» **What you will do**:
Go through the entries below and copy each line that holds the word "bottom".

──────── Exercise input ────────

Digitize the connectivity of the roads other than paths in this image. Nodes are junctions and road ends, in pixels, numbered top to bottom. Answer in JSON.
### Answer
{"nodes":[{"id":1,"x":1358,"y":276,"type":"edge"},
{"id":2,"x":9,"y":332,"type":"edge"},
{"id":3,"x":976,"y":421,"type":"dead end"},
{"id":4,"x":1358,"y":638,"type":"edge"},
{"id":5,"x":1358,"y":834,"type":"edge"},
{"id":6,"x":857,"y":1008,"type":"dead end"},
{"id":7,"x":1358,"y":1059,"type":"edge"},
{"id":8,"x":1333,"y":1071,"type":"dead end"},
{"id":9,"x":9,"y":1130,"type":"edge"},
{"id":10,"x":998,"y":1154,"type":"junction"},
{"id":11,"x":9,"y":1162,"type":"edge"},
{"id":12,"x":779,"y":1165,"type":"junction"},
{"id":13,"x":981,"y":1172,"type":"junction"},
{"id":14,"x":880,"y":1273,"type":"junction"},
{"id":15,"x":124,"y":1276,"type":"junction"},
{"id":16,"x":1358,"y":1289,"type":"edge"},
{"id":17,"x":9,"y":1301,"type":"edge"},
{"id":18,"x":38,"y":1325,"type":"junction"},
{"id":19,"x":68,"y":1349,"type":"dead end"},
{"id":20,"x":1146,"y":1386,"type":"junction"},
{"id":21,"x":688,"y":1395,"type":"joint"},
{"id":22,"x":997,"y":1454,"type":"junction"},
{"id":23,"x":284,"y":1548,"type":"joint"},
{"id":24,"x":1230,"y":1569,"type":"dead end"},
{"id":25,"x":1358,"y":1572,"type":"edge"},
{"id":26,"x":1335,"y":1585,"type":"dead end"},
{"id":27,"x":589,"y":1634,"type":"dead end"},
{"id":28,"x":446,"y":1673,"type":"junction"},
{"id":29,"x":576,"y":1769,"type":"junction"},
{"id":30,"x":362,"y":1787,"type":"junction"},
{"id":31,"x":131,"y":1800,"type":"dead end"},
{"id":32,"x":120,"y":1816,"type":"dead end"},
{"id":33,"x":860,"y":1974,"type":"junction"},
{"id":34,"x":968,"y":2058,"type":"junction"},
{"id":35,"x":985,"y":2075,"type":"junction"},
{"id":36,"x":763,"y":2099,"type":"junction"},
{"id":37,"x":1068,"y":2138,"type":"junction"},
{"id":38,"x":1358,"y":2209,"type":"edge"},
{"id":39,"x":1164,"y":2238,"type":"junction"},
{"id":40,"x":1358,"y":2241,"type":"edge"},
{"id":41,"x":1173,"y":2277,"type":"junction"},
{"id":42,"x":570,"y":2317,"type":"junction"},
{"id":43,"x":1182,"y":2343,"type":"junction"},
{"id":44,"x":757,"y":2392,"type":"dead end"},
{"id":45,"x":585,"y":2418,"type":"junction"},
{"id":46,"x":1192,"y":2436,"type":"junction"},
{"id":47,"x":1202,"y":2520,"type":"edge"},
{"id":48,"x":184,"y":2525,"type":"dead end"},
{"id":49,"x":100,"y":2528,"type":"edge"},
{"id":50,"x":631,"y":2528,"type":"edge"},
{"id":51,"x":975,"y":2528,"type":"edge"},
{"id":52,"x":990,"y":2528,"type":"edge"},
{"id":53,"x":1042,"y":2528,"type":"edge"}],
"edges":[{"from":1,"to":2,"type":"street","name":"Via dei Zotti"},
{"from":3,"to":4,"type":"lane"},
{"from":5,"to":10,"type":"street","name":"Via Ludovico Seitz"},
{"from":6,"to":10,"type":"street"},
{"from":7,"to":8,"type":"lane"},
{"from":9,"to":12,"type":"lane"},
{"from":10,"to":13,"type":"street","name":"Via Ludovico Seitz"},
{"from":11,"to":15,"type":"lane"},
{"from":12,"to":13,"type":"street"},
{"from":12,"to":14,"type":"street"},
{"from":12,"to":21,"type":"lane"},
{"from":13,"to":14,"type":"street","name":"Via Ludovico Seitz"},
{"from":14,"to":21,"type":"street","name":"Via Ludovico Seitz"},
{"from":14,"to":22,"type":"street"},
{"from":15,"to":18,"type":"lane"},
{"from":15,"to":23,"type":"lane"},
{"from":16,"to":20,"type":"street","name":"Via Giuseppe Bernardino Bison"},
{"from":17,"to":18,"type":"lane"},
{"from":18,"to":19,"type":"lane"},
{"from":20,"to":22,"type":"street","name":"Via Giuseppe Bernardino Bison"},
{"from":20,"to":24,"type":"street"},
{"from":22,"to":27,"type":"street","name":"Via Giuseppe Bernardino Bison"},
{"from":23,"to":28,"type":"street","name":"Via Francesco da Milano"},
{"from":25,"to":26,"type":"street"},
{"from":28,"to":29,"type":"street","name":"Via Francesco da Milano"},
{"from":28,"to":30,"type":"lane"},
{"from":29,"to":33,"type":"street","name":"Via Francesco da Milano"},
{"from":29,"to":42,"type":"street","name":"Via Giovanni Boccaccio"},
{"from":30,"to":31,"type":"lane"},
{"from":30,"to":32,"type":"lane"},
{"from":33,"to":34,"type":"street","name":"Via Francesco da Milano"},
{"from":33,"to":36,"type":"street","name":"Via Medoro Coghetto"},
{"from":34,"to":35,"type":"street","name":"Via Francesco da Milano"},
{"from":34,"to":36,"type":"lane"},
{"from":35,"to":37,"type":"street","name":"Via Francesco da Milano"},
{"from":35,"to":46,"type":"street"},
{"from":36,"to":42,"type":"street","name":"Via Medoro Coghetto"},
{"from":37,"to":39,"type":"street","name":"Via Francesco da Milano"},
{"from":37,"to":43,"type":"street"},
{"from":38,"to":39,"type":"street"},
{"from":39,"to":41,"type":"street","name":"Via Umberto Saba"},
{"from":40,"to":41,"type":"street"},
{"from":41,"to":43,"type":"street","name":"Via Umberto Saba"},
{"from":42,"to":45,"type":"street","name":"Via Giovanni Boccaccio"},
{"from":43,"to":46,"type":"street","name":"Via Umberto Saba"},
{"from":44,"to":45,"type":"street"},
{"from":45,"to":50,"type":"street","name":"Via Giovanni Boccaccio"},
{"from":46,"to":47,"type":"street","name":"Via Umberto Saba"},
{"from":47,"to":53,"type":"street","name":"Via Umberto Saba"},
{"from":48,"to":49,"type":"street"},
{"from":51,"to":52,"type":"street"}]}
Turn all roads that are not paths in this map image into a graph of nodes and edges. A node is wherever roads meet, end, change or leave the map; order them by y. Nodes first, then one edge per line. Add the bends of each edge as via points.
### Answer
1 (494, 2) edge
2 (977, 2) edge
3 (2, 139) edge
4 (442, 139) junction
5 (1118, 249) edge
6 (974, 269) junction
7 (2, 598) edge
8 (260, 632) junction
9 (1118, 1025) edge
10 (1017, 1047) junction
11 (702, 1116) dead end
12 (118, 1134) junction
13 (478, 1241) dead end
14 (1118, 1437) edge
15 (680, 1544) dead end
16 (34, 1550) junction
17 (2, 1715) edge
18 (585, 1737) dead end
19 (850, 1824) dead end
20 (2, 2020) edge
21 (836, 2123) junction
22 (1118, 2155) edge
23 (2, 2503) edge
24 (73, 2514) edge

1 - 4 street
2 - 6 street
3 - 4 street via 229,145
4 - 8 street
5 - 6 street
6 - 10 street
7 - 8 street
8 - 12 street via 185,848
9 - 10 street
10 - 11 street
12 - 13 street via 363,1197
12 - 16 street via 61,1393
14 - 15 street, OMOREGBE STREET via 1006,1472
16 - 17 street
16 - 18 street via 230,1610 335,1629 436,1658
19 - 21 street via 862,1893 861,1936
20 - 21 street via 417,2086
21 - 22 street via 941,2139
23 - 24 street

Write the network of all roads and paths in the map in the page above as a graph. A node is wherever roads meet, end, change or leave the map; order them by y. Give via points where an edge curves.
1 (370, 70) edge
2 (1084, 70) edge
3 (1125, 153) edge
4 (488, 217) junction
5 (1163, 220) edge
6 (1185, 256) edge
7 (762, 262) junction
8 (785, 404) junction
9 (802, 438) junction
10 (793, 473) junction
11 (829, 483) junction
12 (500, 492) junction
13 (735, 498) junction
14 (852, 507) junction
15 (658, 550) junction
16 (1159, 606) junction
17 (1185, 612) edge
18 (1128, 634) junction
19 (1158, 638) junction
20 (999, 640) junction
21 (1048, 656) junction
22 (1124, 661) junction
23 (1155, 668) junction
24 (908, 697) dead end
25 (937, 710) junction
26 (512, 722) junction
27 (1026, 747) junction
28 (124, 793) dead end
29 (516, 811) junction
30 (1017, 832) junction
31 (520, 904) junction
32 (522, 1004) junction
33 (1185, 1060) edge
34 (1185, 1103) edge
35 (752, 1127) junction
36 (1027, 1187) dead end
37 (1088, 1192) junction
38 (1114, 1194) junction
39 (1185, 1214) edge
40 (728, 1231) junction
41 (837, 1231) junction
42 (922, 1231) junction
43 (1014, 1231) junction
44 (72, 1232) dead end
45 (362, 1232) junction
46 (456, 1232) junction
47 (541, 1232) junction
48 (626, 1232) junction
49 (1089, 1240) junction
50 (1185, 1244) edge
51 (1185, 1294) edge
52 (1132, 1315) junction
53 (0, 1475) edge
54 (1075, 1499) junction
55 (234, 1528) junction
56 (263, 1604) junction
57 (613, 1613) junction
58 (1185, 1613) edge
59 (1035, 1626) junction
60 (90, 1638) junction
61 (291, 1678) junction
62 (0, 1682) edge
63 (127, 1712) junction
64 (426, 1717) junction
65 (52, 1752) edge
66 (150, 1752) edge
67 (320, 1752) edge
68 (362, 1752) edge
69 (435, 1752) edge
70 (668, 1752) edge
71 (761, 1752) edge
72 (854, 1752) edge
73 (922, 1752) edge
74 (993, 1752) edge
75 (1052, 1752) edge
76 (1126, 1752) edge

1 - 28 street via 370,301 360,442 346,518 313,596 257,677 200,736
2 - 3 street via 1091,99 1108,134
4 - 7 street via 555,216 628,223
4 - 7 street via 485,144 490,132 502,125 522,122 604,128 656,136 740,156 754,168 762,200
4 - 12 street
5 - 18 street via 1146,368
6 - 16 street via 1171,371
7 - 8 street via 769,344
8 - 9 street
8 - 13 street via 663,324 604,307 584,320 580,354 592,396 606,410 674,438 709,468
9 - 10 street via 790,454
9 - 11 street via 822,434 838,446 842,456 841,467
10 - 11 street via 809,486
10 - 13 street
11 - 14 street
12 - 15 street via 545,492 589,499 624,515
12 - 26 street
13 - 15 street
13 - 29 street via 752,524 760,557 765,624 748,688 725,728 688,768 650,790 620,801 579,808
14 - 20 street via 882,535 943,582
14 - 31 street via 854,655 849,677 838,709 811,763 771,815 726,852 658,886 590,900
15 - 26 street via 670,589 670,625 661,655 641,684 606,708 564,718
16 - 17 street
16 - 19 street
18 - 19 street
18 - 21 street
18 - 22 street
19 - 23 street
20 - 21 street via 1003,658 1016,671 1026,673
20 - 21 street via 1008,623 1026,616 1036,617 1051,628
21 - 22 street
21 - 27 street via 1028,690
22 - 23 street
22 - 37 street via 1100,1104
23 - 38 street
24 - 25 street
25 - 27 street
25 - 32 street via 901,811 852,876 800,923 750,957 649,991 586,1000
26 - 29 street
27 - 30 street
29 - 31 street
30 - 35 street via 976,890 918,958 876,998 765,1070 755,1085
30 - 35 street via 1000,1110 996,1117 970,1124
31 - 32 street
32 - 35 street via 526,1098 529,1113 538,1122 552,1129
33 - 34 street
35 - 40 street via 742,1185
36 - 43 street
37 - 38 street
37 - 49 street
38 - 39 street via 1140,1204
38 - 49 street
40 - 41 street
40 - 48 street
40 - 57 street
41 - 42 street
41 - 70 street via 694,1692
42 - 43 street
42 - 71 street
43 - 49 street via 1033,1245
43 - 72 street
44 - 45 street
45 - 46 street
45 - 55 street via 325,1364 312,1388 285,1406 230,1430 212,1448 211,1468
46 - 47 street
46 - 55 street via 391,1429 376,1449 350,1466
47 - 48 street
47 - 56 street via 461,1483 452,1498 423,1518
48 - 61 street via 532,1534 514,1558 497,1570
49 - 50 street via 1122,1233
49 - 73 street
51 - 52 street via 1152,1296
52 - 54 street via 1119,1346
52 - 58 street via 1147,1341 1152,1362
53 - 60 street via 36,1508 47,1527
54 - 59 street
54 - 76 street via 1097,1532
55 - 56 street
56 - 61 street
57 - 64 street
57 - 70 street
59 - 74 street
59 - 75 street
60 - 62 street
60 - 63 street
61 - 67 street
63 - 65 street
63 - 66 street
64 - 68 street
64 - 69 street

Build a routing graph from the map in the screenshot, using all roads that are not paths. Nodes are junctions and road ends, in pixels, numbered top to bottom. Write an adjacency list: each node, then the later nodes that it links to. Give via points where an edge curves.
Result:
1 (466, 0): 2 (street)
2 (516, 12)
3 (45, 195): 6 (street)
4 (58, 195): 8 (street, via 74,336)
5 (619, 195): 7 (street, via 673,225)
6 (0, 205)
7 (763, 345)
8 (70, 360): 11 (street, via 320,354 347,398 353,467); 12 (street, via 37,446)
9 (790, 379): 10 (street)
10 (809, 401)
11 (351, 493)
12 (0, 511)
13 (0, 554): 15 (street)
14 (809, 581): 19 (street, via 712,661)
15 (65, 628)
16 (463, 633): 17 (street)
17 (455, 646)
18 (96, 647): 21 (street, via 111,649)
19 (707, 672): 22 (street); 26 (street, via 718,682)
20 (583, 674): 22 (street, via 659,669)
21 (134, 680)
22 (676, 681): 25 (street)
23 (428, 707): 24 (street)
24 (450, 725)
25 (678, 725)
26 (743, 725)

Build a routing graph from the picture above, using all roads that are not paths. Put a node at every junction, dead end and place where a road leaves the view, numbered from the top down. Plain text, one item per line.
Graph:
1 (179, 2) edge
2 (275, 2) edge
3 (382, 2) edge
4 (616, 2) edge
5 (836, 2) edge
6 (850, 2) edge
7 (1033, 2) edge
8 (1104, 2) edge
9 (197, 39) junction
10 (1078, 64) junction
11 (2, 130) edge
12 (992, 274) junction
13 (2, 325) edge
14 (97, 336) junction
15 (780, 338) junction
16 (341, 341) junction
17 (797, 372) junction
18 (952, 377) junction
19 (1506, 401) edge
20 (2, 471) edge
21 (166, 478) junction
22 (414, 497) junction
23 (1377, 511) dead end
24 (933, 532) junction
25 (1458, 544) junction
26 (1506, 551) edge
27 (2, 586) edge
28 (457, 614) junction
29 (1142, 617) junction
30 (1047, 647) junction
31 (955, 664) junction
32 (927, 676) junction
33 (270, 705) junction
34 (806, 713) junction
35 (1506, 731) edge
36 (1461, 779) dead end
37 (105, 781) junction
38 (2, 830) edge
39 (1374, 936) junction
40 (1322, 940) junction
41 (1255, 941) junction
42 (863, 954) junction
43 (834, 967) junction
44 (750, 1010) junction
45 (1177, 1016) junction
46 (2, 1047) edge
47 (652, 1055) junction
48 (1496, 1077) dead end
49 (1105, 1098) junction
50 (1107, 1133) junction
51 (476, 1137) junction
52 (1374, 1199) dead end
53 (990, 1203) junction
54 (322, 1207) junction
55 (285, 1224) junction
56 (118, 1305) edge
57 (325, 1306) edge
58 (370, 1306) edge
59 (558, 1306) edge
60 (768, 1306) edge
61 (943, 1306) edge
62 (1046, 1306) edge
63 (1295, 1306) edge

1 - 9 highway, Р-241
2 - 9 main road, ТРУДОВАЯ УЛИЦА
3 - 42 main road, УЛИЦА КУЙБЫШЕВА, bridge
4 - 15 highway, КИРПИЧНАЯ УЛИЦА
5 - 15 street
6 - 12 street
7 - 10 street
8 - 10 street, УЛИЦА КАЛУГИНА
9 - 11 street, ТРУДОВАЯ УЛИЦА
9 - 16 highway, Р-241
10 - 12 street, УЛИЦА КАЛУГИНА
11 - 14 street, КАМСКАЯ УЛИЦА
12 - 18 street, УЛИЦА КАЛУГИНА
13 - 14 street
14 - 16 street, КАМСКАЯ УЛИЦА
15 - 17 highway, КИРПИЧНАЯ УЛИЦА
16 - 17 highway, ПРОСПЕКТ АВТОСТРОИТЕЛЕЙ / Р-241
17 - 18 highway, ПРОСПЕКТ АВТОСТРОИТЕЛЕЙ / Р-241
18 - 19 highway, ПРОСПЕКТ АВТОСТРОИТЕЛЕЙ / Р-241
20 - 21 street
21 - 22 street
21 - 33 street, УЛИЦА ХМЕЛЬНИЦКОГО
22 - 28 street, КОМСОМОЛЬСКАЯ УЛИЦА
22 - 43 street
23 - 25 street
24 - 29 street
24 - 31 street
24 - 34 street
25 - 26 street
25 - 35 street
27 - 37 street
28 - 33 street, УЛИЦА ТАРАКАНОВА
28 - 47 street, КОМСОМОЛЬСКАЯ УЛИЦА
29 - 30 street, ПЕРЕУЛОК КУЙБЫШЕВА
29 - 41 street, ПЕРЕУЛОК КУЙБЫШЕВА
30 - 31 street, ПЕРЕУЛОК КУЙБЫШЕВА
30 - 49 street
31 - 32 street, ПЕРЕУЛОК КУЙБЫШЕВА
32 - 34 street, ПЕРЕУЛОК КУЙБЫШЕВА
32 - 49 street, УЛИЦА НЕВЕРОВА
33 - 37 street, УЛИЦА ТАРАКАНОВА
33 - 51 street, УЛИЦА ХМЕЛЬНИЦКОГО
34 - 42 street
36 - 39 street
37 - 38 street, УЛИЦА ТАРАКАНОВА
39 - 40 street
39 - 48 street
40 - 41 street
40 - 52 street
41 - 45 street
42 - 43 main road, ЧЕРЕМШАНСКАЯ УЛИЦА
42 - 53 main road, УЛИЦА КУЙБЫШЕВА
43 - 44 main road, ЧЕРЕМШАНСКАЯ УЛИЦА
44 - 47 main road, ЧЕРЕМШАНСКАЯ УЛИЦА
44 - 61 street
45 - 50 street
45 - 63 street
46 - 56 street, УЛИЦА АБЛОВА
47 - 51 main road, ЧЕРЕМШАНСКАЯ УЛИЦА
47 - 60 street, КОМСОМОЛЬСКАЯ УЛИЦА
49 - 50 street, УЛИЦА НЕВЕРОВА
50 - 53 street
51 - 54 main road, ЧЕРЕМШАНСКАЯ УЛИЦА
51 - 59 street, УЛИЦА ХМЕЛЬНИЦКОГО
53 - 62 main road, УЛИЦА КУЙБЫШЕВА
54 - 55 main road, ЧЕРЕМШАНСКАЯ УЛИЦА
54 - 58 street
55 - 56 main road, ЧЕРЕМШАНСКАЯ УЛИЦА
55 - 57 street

────────

» **Written solution**:
Digitize the connectivity of the roads other than paths in this image. Nodes are junctions and road ends, in pixels, numbered top to bottom. Answer in JSON.
Build a routing graph from the map in the screenshot, using all roads that are not paths. Nodes are junctions and road ends, in pixels, numbered top to bottom. Write an adjacency list: each node, then the later nodes that it links to. Give via points where an edge curves.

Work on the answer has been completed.